14.2 Notices shall be deemed to have been received:
(a) If sent by express mail, two days after delivery with signature verified from recipient.
(b) If delivered by hand, on the day of delivery.
(c) If sent by electronic means, at the time of transmission if transmitted during business hours and, if not during business hours, one hour after commencement of the next working day following the day of transmission.
15.0 . NO LICENSE.
Nothing contained on VISIONxe’s websites or in this AGREEMENT should be understood as granting CLIENT, its affiliates, subsidiaries, officers, directors, employees or agents a license to use any of the trademarks, service marks, or logos owned by VISIONxe or by any third party referenced in the contract or referenced on the websites of VISIONxe.
16.0 GOVERNING LAW AND JURISDICTION
The services offered by VISIONxe are administered from its offices in Canada. This AGREEMENT will be governed by and construed in accordance with the laws of the Province of Ontario and the laws of Canada applicable therein, without giving effect to any principles of conflicts of laws. You hereby agree and consent that all disputes, controversies or claims arising out of or in connection with use of the service shall be submitted to and be subject to the jurisdiction of the courts of the Province of Ontario. You submit and attorn to the exclusive jurisdiction of the courts of the Province of Ontario to finally adjudicate or determine any suit, action or proceeding arising out of, or in connection with the use of the service offered by VISIONxe.
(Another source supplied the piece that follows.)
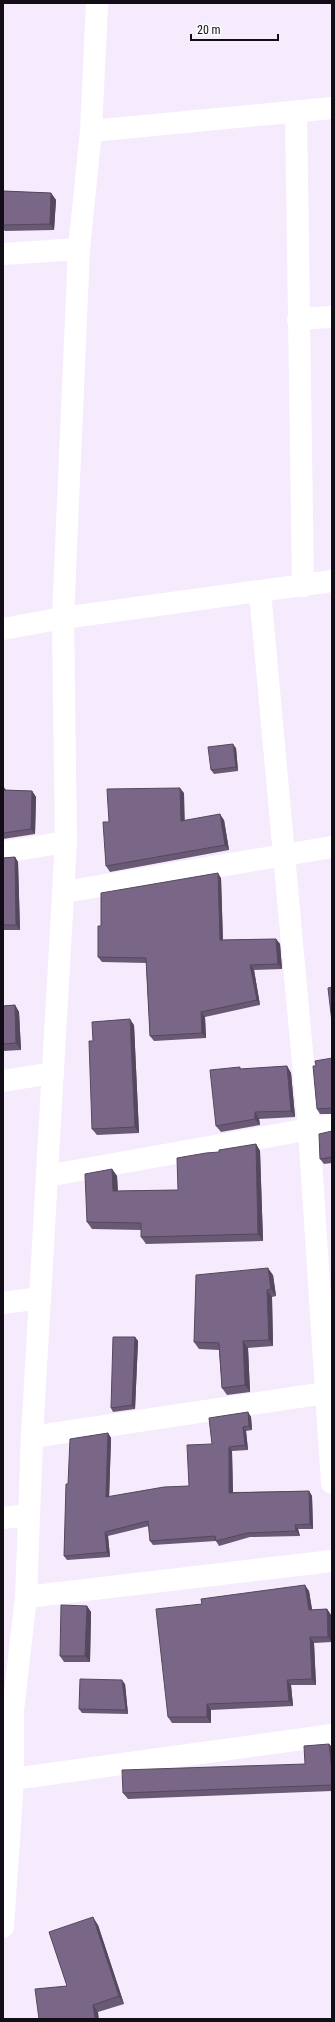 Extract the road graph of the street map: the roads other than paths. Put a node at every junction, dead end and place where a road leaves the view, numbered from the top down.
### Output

VISIONxe may, in its sole discretion and without prior notice, (a) revise this Agreement; (b) modify the Site and/or the Service; and (c) discontinue the Site and/or Service at any time. VISIONxe shall post any revision to this AGREEMENT to the Site, and the revision shall be effective immediately on such posting. CLIENT agrees to review this Agreement and other online policies posted on the Site periodically to be aware of any revisions. CLIENT agrees that, by continuing to use or access the Site following notice of any revision, CLIENT shall abide by any such revision.
16.0 ENTIRE AGREEMENT
15.1 This AGREEMENT is the complete and exclusive agreement between VISIONxe and CLIENT. This AGREEMENT supersedes all prior agreements and understandings, whether established by custom, practice, policy or precedent.
BY USING THE SERVICE OR ACCESSING THE SITE, YOU ACKNOWLEDGE THAT YOU HAVE READ AND AGREE TO BE BOUND BY THIS AGREEMENT.